As I pointed out to Greg, I don't think it's that bad. In fact, I think
it's preferable.
>> No, branch names don't have to disappear. That's no "a requirement" as you say.
>
> If we could use plain named branch, plain named branch would have an
> absolute success and every single users would be using them as their
> core workflow. We are 10 years after their introduction this is not the
> case. I don't see why they would become the solution we seek for feature
> branching. The same way, one of the major issue with bookmark is there
> life cycle and how hard it is to get ride of them. This highlight how
> important having feature branch name able to fade away is important.
That's not quite true. I think plain named branches are fine. Closing
them, however, is the problematic part. And that is what Erik and I are
proposing: changing how they are closed (via this metadata is_topic
field).
>> What you are suggesting is very over-engineered [1]. Though, it is getting late here
>> and I can respond more tomorrow.
>
> I'm not sure what you are referencing with by "what I suggest" here. can
> you be a bit more specific?
Here is where I explain more:
https://www.mercurial-scm.org/pipermail/mercurial-devel/2016-November/089843.html
>>> I'm confident we can find interesting solution for the various
>>> inconvenient the old client will see. For example, (random though), we
>>> could not serve topic changesets to old client by default, while still
>>> honoring explicit requests in the form "branch:topic".
>>>
>>> Mercurial have been using this strategy of ignoring new data in the
>>> past. For example, when named branch or bookmark where introduced in the
>>> past, old client where able to interact with repository using the new
>>> repo without too much behavior impact.
>>
>> Not interested. There is already no buy-in from teams that build tools
>> on top of Mercurial for *yet another branching method*. I can promise
>> that your proposals will only set back any progress made so far.
>
> This is not the feeling I got at the sprint.
The feeling from the sprint was that we'd try to implement topics on
Bitbucket.
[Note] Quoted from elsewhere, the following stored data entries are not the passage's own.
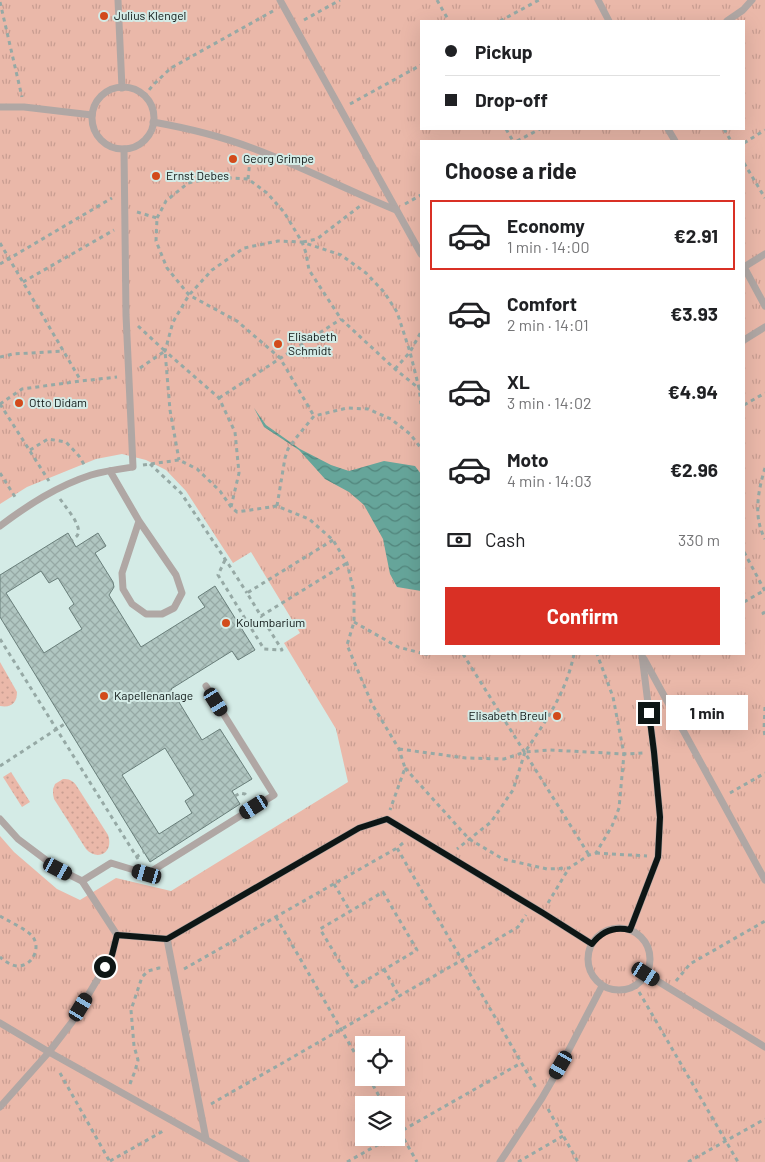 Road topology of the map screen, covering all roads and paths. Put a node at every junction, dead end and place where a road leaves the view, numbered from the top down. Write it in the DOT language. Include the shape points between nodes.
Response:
graph roads {
  1 [pos="118,0"];
  2 [pos="340,0"];
  3 [pos="437,0"];
  4 [pos="539,0"];
  5 [pos="598,0"];
  6 [pos="752,0"];
  7 [pos="0,2"];
  8 [pos="282,3"];
  9 [pos="447,20"];
  10 [pos="502,20"];
  11 [pos="608,20"];
  12 [pos="728,20"];
  13 [pos="294,25"];
  14 [pos="420,66"];
  15 [pos="122,88"];
  16 [pos="144,96"];
  17 [pos="0,107"];
  18 [pos="24,107"];
  19 [pos="341,109"];
  20 [pos="92,115"];
  21 [pos="153,122"];
  22 [pos="538,130"];
  23 [pos="765,130"];
  24 [pos="519,140"];
  25 [pos="745,142"];
  26 [pos="253,148"];
  27 [pos="124,149"];
  28 [pos="745,165"];
  29 [pos="248,179"];
  30 [pos="124,192"];
  31 [pos="420,196"];
  32 [pos="765,198"];
  33 [pos="368,199"];
  34 [pos="124,209"];
  35 [pos="396,210"];
  36 [pos="158,218"];
  37 [pos="125,223"];
  38 [pos="302,242"];
  39 [pos="0,243"];
  40 [pos="420,252"];
  41 [pos="765,254"];
  42 [pos="9,258"];
  43 [pos="0,264"];
  44 [pos="745,266"];
  45 [pos="745,269"];
  46 [pos="23,282"];
  47 [pos="189,295"];
  48 [pos="765,306"];
  49 [pos="126,315"];
  50 [pos="341,319"];
  51 [pos="765,327"];
  52 [pos="420,334"];
  53 [pos="745,339"];
  54 [pos="64,351"];
  55 [pos="165,351"];
  56 [pos="410,352"];
  57 [pos="0,357"];
  58 [pos="280,358"];
  59 [pos="394,369"];
  60 [pos="129,376"];
  61 [pos="81,381"];
  62 [pos="420,389"];
  63 [pos="765,393"];
  64 [pos="219,398"];
  65 [pos="0,404"];
  66 [pos="745,404"];
  67 [pos="314,416"];
  68 [pos="420,447"];
  69 [pos="30,450"];
  70 [pos="179,460"];
  71 [pos="149,464"];
  72 [pos="133,467"];
  73 [pos="765,468"];
  74 [pos="110,471"];
  75 [pos="0,474"];
  76 [pos="91,475"];
  77 [pos="54,490"];
  78 [pos="277,506"];
  79 [pos="231,507"];
  80 [pos="22,509"];
  81 [pos="139,521"];
  82 [pos="0,526"];
  83 [pos="765,539"];
  84 [pos="72,540"];
  85 [pos="333,540"];
  86 [pos="745,554"];
  87 [pos="225,560"];
  88 [pos="347,563"];
  89 [pos="765,590"];
  90 [pos="246,593"];
  91 [pos="745,601"];
  92 [pos="765,612"];
  93 [pos="261,616"];
  94 [pos="765,617"];
  95 [pos="354,622"];
  96 [pos="0,639"];
  97 [pos="420,652"];
  98 [pos="464,655"];
  99 [pos="574,655"];
  100 [pos="597,655"];
  101 [pos="641,655"];
  102 [pos="642,655"];
  103 [pos="206,686"];
  104 [pos="765,707"];
  105 [pos="66,723"];
  106 [pos="56,729"];
  107 [pos="765,736"];
  108 [pos="399,749"];
  109 [pos="525,752"];
  110 [pos="654,752"];
  111 [pos="624,754"];
  112 [pos="0,766"];
  113 [pos="405,768"];
  114 [pos="765,773"];
  115 [pos="720,799"];
  116 [pos="0,819"];
  117 [pos="387,819"];
  118 [pos="413,835"];
  119 [pos="469,839"];
  120 [pos="397,848"];
  121 [pos="144,852"];
  122 [pos="596,853"];
  123 [pos="589,855"];
  124 [pos="448,856"];
  125 [pos="136,857"];
  126 [pos="658,857"];
  127 [pos="569,868"];
  128 [pos="147,874"];
  129 [pos="765,880"];
  130 [pos="82,882"];
  131 [pos="334,884"];
  132 [pos="532,906"];
  133 [pos="350,911"];
  134 [pos="543,913"];
  135 [pos="0,916"];
  136 [pos="276,917"];
  137 [pos="765,921"];
  138 [pos="630,930"];
  139 [pos="117,935"];
  140 [pos="167,939"];
  141 [pos="592,944"];
  142 [pos="0,958"];
  143 [pos="462,960"];
  144 [pos="384,970"];
  145 [pos="174,972"];
  146 [pos="646,974"];
  147 [pos="635,985"];
  148 [pos="602,986"];
  149 [pos="669,989"];
  150 [pos="400,996"];
  151 [pos="0,1023"];
  152 [pos="341,1029"];
  153 [pos="765,1047"];
  154 [pos="49,1052"];
  155 [pos="355,1053"];
  156 [pos="521,1063"];
  157 [pos="537,1091"];
  158 [pos="125,1095"];
  159 [pos="546,1106"];
  160 [pos="0,1107"];
  161 [pos="201,1109"];
  162 [pos="765,1119"];
  163 [pos="176,1123"];
  164 [pos="405,1129"];
  165 [pos="563,1136"];
  166 [pos="206,1139"];
  167 [pos="726,1141"];
  168 [pos="405,1144"];
  169 [pos="376,1146"];
  170 [pos="109,1162"];
  171 [pos="246,1162"];
  172 [pos="347,1162"];
  173 [pos="417,1162"];
  174 [pos="500,1162"];
  175 [pos="518,1162"];
  176 [pos="578,1162"];
  177 [pos="688,1162"];
  178 [pos="738,1162"];
  1 -- 15 [label="lane"];
  2 -- 13 [label="path"];
  3 -- 9 [label="path"];
  4 -- 10 [label="path"];
  5 -- 11 [label="lane"];
  6 -- 12 [label="lane"];
  7 -- 18 [label="path"];
  8 -- 13 [label="lane"];
  8 -- 16 [label="path" via="171,68"];
  13 -- 19 [label="lane"];
  14 -- 19 [label="path"];
  15 -- 16 [label="lane" via="130,88"];
  15 -- 20 [label="lane" via="101,97"];
  16 -- 21 [label="lane" via="152,110"];
  17 -- 18 [label="lane"];
  18 -- 20 [label="lane"];
  19 -- 35 [label="lane"];
  20 -- 27 [label="lane" via="93,127 102,140"];
  21 -- 26 [label="lane"];
  21 -- 27 [label="lane" via="145,140"];
  22 -- 24 [label="path"];
  23 -- 25 [label="path"];
  26 -- 29 [label="path"];
  26 -- 33 [label="lane"];
  27 -- 30 [label="lane"];
  28 -- 32 [label="path"];
  29 -- 36 [label="path" via="216,177 188,183 166,201"];
  29 -- 38 [label="path" via="267,193 284,212"];
  30 -- 34 [label="lane"];
  30 -- 42 [label="path"];
  31 -- 35 [label="path"];
  33 -- 35 [label="lane"];
  33 -- 38 [label="path" via="317,239"];
  34 -- 36 [label="path"];
  34 -- 37 [label="lane"];
  35 -- 40 [label="lane"];
  36 -- 47 [label="path" via="156,241 167,268"];
  37 -- 46 [label="path"];
  37 -- 49 [label="lane"];
  38 -- 47 [label="path" via="278,241 244,248 212,270"];
  38 -- 50 [label="path" via="309,270"];
  38 -- 56 [label="path" via="341,255 366,273 397,312"];
  39 -- 42 [label="path"];
  41 -- 44 [label="lane"];
  42 -- 43 [label="path"];
  42 -- 46 [label="path"];
  45 -- 48 [label="lane"];
  46 -- 54 [label="path"];
  47 -- 55 [label="path" via="173,322"];
  47 -- 58 [label="path" via="237,321"];
  49 -- 55 [label="path"];
  49 -- 60 [label="lane"];
  50 -- 58 [label="path"];
  50 -- 59 [label="path"];
  51 -- 53 [label="lane"];
  52 -- 56 [label="path"];
  54 -- 57 [label="path"];
  54 -- 61 [label="path"];
  55 -- 60 [label="path"];
  55 -- 64 [label="path"];
  55 -- 70 [label="path" via="170,410"];
  56 -- 59 [label="path"];
  56 -- 62 [label="path"];
  58 -- 64 [label="path"];
  58 -- 67 [label="path"];
  59 -- 62 [label="path"];
  60 -- 61 [label="path"];
  60 -- 72 [label="lane"];
  61 -- 65 [label="path" via="22,389"];
  63 -- 66 [label="path"];
  64 -- 79 [label="path" via="236,432 239,473"];
  65 -- 69 [label="path"];
  67 -- 68 [label="path" via="347,408 368,409 391,419"];
  67 -- 78 [label="path" via="288,450"];
  69 -- 76 [label="path" via="48,439 66,442"];
  69 -- 77 [label="path"];
  70 -- 71 [label="path"];
  70 -- 79 [label="path" via="197,470 220,491"];
  71 -- 72 [label="path"];
  71 -- 87 [label="path" via="181,493"];
  72 -- 74 [label="lane"];
  73 -- 83 [label="path" via="759,487 758,510"];
  74 -- 76 [label="lane"];
  74 -- 81 [label="lane"];
  75 -- 80 [label="path"];
  76 -- 77 [label="lane"];
  77 -- 80 [label="lane"];
  77 -- 84 [label="path" via="78,527 79,533"];
  78 -- 79 [label="path" via="237,512"];
  78 -- 85 [label="path" via="309,519"];
  80 -- 82 [label="lane"];
  81 -- 81 [label="lane" via="122,573 123,589 132,604 146,614 162,614 174,608 182,593 176,575"];
  85 -- 88 [label="path"];
  85 -- 90 [label="path"];
  86 -- 89 [label="path"];
  87 -- 90 [label="path"];
  87 -- 93 [label="path" via="218,575 264,649 282,650"];
  88 -- 93 [label="path"];
  88 -- 95 [label="path" via="354,592"];
  89 -- 91 [label="path"];
  90 -- 93 [label="path"];
  92 -- 94 [label="path"];
  95 -- 97 [label="path" via="398,647"];
  95 -- 108 [label="path" via="347,645 372,704"];
  96 -- 106 [label="path"];
  98 -- 109 [label="path"];
  99 -- 109 [label="path" via="559,700"];
  100 -- 111 [label="path" via="613,697"];
  101 -- 110 [label="lane"];
  102 -- 115 [label="lane"];
  103 -- 128 [label="lane" via="274,794"];
  104 -- 107 [label="path"];
  105 -- 106 [label="path"];
  106 -- 112 [label="path"];
  106 -- 125 [label="path"];
  108 -- 109 [label="path" via="476,758 504,758"];
  108 -- 113 [label="path"];
  109 -- 111 [label="path" via="550,750"];
  109 -- 119 [label="path" via="512,790 491,822"];
  109 -- 123 [label="path"];
  110 -- 111 [label="path"];
  110 -- 126 [label="lane" via="660,817"];
  111 -- 122 [label="path" via="619,808"];
  113 -- 117 [label="path"];
  113 -- 119 [label="path"];
  114 -- 115 [label="path"];
  115 -- 129 [label="lane"];
  116 -- 130 [label="lane" via="18,839 58,869"];
  117 -- 118 [label="lane"];
  117 -- 140 [label="lane" via="359,828"];
  118 -- 120 [label="path"];
  118 -- 124 [label="lane"];
  119 -- 124 [label="path"];
  119 -- 127 [label="path" via="502,859 547,869"];
  120 -- 131 [label="path"];
  120 -- 143 [label="path"];
  121 -- 125 [label="path"];
  122 -- 123 [label="path"];
  122 -- 126 [label="path"];
  123 -- 127 [label="path"];
  124 -- 132 [label="lane"];
  125 -- 128 [label="path"];
  126 -- 138 [label="lane"];
  127 -- 134 [label="path"];
  128 -- 130 [label="lane" via="111,863"];
  130 -- 139 [label="lane"];
  131 -- 133 [label="path"];
  131 -- 136 [label="path"];
  132 -- 134 [label="lane"];
  132 -- 143 [label="path" via="518,927"];
  133 -- 144 [label="path" via="320,929 354,987"];
  133 -- 144 [label="path" via="383,892 417,950"];
  134 -- 141 [label="lane"];
  135 -- 142 [label="path" via="30,934 36,948 35,955 27,964 15,966"];
  136 -- 145 [label="path"];
  136 -- 152 [label="path"];
  137 -- 149 [label="path" via="690,964"];
  138 -- 141 [label="lane" via="611,929 603,932"];
  138 -- 146 [label="lane" via="640,937 648,950 650,958"];
  139 -- 140 [label="lane"];
  139 -- 154 [label="lane" via="112,955 72,1022"];
  140 -- 145 [label="lane"];
  141 -- 148 [label="lane" via="588,959 593,975"];
  143 -- 150 [label="path"];
  143 -- 156 [label="path"];
  144 -- 150 [label="path"];
  145 -- 158 [label="path" via="159,968 142,977 131,1010 138,1060"];
  145 -- 161 [label="lane"];
  146 -- 147 [label="lane"];
  146 -- 149 [label="lane"];
  147 -- 148 [label="lane" via="620,990"];
  147 -- 167 [label="path"];
  148 -- 174 [label="lane" via="542,1098"];
  149 -- 153 [label="lane"];
  150 -- 152 [label="path"];
  151 -- 154 [label="lane"];
  152 -- 155 [label="path"];
  152 -- 161 [label="path"];
  154 -- 158 [label="lane"];
  154 -- 160 [label="lane"];
  154 -- 170 [label="path"];
  156 -- 157 [label="path"];
  156 -- 164 [label="path"];
  158 -- 163 [label="lane"];
  159 -- 165 [label="path"];
  161 -- 166 [label="lane"];
  162 -- 167 [label="path"];
  163 -- 166 [label="lane"];
  163 -- 170 [label="path"];
  165 -- 175 [label="path"];
  165 -- 176 [label="path"];
  166 -- 171 [label="lane"];
  167 -- 177 [label="path"];
  167 -- 178 [label="path"];
  168 -- 173 [label="path"];
  169 -- 172 [label="path"];
}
Erik made great progress on it but its design poses many
challenges (which Erik mentioned in a previous email).
It should also be pointed out that there is some serious underestimation
of the value of having tools mostly working (with little changes) with
Erik's proposal.
To be completely honest, topics as-is has little to no chance of making
it to Bitbucket. We have multiple tools that are built on our APIs (not
to mention we have Mercurial pipelines support, and SourceTree) and
having to add topics support (not to mention explaining
yet-another-branch-model!) is a non-starter for teams here.